▸ Dataset content:

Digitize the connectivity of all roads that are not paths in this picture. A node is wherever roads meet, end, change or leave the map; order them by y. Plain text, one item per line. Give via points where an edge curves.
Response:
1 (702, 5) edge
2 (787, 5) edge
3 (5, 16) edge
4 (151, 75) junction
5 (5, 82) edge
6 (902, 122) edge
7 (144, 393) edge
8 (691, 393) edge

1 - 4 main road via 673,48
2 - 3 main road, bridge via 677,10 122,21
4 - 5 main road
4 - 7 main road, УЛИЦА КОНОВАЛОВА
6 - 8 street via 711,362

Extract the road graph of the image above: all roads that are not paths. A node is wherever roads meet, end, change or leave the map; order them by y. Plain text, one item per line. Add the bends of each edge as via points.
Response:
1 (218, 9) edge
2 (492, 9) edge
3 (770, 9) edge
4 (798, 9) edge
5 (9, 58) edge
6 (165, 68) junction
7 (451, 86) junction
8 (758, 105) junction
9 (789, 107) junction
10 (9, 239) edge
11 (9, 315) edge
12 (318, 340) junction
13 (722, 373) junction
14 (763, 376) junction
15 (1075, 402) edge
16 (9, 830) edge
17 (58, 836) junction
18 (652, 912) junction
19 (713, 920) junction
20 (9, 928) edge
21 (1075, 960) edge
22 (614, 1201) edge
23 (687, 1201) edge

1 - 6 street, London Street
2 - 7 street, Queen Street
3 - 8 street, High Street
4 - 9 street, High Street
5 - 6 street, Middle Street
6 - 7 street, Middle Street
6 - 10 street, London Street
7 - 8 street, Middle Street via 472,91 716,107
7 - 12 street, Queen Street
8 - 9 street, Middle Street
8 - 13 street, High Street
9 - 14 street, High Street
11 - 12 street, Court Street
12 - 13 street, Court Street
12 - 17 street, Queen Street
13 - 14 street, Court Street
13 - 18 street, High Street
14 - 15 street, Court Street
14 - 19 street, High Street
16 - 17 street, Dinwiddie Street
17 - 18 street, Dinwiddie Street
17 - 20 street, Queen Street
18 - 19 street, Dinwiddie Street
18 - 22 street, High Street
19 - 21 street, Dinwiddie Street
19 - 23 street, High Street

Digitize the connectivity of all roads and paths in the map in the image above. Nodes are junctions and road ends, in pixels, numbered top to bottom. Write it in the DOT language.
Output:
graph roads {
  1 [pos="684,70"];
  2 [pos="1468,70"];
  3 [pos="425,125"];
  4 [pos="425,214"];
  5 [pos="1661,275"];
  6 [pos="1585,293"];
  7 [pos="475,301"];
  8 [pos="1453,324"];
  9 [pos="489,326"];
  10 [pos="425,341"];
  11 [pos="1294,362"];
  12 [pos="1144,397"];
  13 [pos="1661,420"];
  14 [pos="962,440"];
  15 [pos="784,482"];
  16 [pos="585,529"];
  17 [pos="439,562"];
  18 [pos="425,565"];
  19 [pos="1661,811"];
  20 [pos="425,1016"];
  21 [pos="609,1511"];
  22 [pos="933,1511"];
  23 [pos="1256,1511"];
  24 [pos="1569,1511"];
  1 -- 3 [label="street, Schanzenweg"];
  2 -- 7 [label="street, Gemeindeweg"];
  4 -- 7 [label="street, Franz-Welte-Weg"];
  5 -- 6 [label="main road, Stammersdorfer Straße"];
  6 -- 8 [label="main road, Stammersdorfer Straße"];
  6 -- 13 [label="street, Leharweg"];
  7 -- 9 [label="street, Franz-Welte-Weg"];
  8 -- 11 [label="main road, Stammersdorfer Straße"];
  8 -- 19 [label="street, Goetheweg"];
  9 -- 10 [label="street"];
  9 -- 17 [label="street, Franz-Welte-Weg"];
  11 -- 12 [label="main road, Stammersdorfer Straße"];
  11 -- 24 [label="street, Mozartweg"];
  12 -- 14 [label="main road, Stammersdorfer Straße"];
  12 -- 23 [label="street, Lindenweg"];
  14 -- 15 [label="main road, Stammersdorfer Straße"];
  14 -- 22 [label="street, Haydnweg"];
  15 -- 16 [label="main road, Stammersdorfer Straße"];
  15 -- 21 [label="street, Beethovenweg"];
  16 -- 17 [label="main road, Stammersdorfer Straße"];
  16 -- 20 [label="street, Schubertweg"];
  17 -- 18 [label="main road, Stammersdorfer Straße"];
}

▸ Brief:
Write down again the exact lines running from the beginning of the data to the line containing "Extract the road", with both ends included.

▸ Solved problem:
Digitize the connectivity of all roads that are not paths in this picture. A node is wherever roads meet, end, change or leave the map; order them by y. Plain text, one item per line. Give via points where an edge curves.
Response:
1 (702, 5) edge
2 (787, 5) edge
3 (5, 16) edge
4 (151, 75) junction
5 (5, 82) edge
6 (902, 122) edge
7 (144, 393) edge
8 (691, 393) edge

1 - 4 main road via 673,48
2 - 3 main road, bridge via 677,10 122,21
4 - 5 main road
4 - 7 main road, УЛИЦА КОНОВАЛОВА
6 - 8 street via 711,362

Extract the road graph of the image above: all roads that are not paths. A node is wherever roads meet, end, change or leave the map; order them by y. Plain text, one item per line. Add the bends of each edge as via points.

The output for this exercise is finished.